EXERCISE MATERIALS:
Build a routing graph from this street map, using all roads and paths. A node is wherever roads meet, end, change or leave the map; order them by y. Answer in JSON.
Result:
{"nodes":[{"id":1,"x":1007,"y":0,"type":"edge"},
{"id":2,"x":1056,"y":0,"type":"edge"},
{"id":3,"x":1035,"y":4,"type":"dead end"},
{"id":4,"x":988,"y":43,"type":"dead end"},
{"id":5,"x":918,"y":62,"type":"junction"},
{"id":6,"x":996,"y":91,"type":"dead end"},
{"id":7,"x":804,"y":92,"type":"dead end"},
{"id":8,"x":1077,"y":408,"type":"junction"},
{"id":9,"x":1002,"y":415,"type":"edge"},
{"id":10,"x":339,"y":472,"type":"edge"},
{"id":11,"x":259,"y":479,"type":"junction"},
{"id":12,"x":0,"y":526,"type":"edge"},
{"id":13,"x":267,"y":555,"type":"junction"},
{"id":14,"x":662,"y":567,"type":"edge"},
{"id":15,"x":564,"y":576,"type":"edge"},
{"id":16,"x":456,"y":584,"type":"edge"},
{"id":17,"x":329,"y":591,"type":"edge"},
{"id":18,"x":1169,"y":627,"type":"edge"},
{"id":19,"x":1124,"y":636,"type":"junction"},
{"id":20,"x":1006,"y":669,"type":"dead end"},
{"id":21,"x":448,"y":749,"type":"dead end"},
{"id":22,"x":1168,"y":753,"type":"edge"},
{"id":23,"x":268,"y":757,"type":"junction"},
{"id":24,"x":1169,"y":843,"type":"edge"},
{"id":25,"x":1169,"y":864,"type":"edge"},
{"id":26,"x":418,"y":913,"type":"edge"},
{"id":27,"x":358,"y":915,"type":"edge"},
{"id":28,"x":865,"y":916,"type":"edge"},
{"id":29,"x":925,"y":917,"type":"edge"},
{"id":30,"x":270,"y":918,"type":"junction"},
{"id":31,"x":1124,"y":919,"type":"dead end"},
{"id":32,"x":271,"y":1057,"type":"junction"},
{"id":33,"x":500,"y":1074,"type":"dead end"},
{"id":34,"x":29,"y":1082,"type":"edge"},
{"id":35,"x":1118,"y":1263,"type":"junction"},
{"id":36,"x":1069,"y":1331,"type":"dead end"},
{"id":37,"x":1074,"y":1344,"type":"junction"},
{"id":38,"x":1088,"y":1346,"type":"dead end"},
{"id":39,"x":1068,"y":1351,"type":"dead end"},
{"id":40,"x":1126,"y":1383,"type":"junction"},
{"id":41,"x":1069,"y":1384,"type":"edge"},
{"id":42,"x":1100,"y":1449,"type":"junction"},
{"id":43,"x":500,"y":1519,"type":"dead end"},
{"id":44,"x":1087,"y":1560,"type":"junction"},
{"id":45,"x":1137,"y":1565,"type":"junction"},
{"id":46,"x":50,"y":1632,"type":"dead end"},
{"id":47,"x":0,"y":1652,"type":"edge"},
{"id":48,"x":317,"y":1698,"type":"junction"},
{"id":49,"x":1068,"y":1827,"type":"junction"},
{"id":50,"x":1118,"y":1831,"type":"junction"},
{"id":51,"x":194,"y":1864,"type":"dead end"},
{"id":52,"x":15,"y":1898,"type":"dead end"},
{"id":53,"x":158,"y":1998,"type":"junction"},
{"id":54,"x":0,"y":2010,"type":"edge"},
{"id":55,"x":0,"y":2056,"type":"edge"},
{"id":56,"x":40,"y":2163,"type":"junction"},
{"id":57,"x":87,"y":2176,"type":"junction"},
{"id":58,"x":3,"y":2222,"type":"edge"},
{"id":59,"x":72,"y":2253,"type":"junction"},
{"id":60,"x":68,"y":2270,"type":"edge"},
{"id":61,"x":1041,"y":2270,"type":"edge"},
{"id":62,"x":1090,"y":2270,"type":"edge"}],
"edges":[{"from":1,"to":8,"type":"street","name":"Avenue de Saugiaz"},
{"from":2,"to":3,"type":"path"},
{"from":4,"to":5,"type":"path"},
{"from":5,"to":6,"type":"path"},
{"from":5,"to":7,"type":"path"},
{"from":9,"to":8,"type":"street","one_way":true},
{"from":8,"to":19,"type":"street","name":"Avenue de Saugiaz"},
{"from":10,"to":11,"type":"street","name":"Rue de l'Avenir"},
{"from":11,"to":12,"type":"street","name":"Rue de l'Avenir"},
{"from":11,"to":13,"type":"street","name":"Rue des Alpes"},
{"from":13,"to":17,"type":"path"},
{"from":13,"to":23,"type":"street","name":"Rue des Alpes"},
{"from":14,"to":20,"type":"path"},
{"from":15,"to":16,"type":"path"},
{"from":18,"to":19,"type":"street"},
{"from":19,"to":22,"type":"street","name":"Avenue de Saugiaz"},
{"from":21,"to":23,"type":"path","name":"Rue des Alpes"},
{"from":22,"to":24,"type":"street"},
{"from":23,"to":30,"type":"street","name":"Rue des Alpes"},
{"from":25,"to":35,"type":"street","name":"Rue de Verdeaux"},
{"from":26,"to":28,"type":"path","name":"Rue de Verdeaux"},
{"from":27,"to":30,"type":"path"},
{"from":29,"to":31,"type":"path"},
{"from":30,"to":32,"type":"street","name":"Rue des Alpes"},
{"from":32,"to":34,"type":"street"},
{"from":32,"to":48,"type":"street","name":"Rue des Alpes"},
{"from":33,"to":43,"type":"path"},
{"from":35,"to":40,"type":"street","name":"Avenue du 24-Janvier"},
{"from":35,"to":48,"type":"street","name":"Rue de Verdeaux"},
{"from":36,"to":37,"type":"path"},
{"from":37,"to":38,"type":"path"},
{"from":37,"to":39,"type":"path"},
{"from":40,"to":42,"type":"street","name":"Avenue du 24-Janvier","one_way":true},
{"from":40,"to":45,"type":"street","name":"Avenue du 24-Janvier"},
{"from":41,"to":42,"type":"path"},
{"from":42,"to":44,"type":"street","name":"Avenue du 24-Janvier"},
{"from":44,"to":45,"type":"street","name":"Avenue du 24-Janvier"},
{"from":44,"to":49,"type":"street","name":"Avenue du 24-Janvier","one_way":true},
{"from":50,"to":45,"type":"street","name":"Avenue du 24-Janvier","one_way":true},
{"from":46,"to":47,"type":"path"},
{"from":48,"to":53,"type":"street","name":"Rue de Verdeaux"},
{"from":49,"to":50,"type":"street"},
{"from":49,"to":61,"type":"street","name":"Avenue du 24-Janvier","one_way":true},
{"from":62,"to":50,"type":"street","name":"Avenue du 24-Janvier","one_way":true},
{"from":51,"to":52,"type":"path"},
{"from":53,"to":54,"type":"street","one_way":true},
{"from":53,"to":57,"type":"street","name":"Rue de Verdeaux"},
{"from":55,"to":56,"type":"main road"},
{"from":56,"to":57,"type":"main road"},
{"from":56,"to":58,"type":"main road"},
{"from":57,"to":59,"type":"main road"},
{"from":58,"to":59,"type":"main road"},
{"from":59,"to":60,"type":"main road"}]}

WHAT NEEDS TO BE DONE: Copy out each line of the listing that holds the string "main".

OUTPUT FOR THIS TASK:
{"from":55,"to":56,"type":"main road"},
{"from":56,"to":57,"type":"main road"},
{"from":56,"to":58,"type":"main road"},
{"from":57,"to":59,"type":"main road"},
{"from":58,"to":59,"type":"main road"},
{"from":59,"to":60,"type":"main road"}]}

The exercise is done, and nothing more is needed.